Through interviews with parents earlier this year, The Daily News learned that all three teenage boys had been Williams' students in the special education classes, where he handled the students with bad behavior problems.

Atchison said after the hearing that investigators had looked into allegations the spankings were sexual, after receiving phone calls from tipsters saying there was "more serious stuff." But investigators interviewed the boys who were involved in or witnessed the incidents, and they could not prove a more serious crime than the misdemeanor harassment or that more children victimized, he said.

"A trial might have resulted in an acquittal, and then there would be no court supervision" Atchison said. "This way, we reach a settlement that gets us court supervision. We didn't reach the result of zero."

He added that the type of harassment to which Williams pleaded guilty specifically involves intimate or sexual body parts.

Lucas told the judge that the spankings "started with their roughhousing, wrestling and then he proceeded to spank them."

"There is no evidence of sexual assault, no evidence of sexual gratification. There is evidence of extremely poor judgment on his part," Lucas said.

Williams' students in Rainier often went to his home to hang out, and one mother allowed her son to live with Williams before she learned of the spankings.

The parents of the victims were not present because they were not told about the sentencing hearing, Atchison said.

However, the mother of one of the victims wrote a statement to the court, which was submitted to Judge Smith.

"It's hard enough these days raising kids and keeping your family and home together," the mother wrote. "The last thing we needed on our plate was having the behavior specialist at Rainier School District take advantage of his position to get closer to these troubled boys with inappropriate behavior at his home."

The mother also noted that her son, who was angry that his teacher was in trouble, had become more aggressive and headstrong.

"However, as he matures, our hope is that he will come to realize that ... an adult pulled down (the boy's) pants and underwear and spanked and looked at (his) body. The adult should have known better," she wrote.

An Oregon Teachers Standards And Practices Commission investigation of Williams can now proceed after the sentencing.

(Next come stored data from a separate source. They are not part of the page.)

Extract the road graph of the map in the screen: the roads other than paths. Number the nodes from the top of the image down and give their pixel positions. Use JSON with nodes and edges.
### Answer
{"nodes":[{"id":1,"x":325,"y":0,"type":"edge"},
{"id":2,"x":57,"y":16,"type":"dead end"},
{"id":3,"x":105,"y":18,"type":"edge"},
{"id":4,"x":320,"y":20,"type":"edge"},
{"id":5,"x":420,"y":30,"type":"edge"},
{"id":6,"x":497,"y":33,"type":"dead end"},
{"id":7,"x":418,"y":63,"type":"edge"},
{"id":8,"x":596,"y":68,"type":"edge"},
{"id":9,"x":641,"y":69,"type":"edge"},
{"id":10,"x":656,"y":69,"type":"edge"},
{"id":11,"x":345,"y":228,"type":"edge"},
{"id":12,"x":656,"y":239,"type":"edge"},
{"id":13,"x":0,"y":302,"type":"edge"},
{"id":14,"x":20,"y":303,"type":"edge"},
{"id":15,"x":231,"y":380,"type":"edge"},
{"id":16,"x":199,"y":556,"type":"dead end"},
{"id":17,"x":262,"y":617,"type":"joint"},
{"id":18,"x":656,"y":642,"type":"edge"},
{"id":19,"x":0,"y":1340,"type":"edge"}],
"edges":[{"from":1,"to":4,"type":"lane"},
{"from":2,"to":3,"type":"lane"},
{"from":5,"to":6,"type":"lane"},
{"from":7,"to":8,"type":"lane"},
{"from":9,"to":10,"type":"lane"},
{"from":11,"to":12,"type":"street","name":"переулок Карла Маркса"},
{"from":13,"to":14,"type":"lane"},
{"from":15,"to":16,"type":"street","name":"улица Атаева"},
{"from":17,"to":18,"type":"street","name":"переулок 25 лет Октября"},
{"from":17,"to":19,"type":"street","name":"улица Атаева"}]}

"The fact that he pleaded guilty is significant," Vickie Chamberlain, commission executive director, said.

Harassment is not a charge that carries a permanent or an automatic license revocation, she said, but a teacher who is disciplined doesn't automatically get their license back, either. "The burden of proof is on the teacher for relicensing," Chamberlain said.

Lucas said Williams knows that his long career as a special education teacher, which included a stint at a state youth correctional facility, has come to an end.

"Frankly, he loved teaching," Lucas said after the hour-long hearing. "He doesn't know what he is going to do."

Lucas called a June 12 story in The Daily News about the accusations against Williams "mostly fair" but "overblown" and made Williams out to be a "monster."

He pointed out to the court that Williams had been a highly-regarded teacher and coach by colleagues and students before the article, but that people in the community turned against him.

Rainier School District Superintendent Michael Carter said that the case has made the district extra careful in checking references. Administrators now will call references from the entire history of job candidates, he said.

Williams faced similar charges in Alaska in 1993, after he worked as a special education teacher in the town of Bethel, but the case was thrown out on a technicality. However, after an investigation, Alaska's teachers licensing board revoked his license nearly 15 years ago.

Records show that an Oregon Teaching Standards and Practices Commission investigator in 1994 recommended that Williams not get a license because of his history in Alaska, but the commission went against the recommendation and licensed Williams after a hearing.

"If someone would have called Alaska, I believe strongly he would not have been offered a job," Carter said.

"When something like this happens, it is a betrayal to the student, a betrayal of trust and a betrayal to the profession," he said, after learning of Williams' sentence.